> [EXERCISE]
Keep only the lines that hold the string "Washington", filtering out the rest of the entries below.

> [Stored data entries]
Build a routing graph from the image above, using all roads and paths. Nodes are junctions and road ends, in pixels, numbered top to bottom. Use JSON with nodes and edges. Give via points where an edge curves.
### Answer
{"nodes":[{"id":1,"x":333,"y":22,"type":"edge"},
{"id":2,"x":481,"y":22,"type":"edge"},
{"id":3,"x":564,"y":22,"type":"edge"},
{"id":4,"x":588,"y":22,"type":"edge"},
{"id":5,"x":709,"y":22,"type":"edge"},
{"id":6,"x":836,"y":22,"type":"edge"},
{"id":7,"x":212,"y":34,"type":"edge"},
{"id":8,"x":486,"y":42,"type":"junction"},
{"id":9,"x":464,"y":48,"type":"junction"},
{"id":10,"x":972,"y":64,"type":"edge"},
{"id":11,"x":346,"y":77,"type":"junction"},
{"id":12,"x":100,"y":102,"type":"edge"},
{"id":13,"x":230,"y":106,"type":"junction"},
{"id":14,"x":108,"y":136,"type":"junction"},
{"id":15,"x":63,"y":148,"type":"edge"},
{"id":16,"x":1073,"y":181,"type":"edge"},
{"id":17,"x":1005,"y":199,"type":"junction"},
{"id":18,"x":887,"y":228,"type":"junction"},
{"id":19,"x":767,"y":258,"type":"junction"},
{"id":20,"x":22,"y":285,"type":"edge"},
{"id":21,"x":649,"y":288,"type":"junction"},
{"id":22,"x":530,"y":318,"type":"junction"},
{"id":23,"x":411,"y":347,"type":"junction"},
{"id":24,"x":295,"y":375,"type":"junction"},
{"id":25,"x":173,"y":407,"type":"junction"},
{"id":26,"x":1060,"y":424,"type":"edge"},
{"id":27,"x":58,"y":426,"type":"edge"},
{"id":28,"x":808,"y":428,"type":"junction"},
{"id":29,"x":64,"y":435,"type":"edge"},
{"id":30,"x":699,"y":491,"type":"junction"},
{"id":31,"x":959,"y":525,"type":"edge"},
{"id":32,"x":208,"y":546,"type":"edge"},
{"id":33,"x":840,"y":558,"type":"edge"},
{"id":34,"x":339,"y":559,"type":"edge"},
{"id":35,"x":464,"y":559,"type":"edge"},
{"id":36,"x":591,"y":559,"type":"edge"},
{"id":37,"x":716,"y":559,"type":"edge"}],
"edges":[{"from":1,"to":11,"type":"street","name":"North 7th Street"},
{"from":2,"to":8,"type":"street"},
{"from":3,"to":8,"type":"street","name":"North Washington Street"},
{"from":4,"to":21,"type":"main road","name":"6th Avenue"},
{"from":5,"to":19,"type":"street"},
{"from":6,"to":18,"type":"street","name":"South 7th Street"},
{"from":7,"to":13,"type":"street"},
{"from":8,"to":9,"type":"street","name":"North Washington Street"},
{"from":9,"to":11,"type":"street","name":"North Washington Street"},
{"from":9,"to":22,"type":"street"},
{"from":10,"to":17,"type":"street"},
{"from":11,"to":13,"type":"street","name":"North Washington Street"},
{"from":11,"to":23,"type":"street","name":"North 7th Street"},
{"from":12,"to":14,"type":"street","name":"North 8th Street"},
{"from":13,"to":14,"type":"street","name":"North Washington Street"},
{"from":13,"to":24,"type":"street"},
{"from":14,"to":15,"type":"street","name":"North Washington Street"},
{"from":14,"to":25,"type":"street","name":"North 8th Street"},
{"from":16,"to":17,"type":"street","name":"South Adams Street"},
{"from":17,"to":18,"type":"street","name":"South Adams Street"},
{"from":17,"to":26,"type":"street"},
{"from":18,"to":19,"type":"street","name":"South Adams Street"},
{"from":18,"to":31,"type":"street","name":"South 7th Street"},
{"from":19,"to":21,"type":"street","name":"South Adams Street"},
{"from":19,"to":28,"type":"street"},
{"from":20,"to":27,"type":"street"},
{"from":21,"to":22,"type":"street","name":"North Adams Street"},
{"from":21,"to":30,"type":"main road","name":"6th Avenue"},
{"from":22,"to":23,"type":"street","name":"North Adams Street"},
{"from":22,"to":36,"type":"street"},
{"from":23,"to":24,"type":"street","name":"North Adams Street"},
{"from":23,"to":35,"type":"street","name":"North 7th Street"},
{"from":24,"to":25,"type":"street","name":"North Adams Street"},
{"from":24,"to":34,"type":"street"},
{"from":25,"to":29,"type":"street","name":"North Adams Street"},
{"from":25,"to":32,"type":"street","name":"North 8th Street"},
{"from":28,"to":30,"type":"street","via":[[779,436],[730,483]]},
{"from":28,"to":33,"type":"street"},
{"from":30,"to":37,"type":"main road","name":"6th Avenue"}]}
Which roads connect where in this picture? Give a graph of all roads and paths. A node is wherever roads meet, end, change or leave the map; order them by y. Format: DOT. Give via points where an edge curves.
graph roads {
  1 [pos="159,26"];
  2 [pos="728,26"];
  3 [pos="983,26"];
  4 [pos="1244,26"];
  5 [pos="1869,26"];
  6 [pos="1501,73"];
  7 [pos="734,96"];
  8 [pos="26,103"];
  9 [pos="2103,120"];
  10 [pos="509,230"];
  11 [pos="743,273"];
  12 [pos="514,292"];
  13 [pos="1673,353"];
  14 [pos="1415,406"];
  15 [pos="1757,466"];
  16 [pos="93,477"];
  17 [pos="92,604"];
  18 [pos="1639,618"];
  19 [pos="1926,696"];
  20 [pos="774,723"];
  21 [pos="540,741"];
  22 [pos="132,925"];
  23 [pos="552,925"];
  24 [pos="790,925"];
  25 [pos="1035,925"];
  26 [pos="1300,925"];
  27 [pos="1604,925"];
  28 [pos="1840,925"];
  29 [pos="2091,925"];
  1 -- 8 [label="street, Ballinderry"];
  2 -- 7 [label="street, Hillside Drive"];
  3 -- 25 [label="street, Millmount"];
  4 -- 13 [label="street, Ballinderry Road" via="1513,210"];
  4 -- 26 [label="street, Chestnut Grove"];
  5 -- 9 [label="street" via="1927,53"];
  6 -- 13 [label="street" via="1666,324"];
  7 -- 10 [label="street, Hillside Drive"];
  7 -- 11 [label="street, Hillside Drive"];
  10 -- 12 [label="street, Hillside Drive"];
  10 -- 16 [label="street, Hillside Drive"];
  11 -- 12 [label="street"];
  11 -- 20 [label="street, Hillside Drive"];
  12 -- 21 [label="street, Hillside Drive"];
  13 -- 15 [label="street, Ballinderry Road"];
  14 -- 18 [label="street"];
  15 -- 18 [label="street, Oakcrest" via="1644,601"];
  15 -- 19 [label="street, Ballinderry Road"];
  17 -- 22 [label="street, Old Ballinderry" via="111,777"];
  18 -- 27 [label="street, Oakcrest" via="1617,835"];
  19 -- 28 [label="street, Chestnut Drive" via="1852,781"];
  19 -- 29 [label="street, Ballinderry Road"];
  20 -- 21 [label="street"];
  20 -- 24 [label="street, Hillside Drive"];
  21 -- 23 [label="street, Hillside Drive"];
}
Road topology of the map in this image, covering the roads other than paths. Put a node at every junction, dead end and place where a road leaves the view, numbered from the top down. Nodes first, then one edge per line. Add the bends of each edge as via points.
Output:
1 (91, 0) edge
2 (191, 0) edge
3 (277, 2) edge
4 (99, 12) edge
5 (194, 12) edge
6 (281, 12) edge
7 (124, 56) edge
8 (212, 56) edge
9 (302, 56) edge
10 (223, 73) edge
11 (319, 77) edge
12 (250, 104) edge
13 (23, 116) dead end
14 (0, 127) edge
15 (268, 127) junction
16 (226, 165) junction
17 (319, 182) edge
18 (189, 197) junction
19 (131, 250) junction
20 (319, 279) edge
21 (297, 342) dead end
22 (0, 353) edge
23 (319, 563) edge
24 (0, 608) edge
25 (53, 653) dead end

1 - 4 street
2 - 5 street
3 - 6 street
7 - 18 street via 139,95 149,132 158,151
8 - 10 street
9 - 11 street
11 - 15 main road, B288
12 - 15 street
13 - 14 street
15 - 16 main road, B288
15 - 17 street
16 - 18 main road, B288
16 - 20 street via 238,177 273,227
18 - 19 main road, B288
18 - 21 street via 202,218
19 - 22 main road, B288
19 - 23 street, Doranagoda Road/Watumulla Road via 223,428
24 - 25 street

> [REPLY]
{"from":3,"to":8,"type":"street","name":"North Washington Street"},
{"from":8,"to":9,"type":"street","name":"North Washington Street"},
{"from":9,"to":11,"type":"street","name":"North Washington Street"},
{"from":11,"to":13,"type":"street","name":"North Washington Street"},
{"from":13,"to":14,"type":"street","name":"North Washington Street"},
{"from":14,"to":15,"type":"street","name":"North Washington Street"},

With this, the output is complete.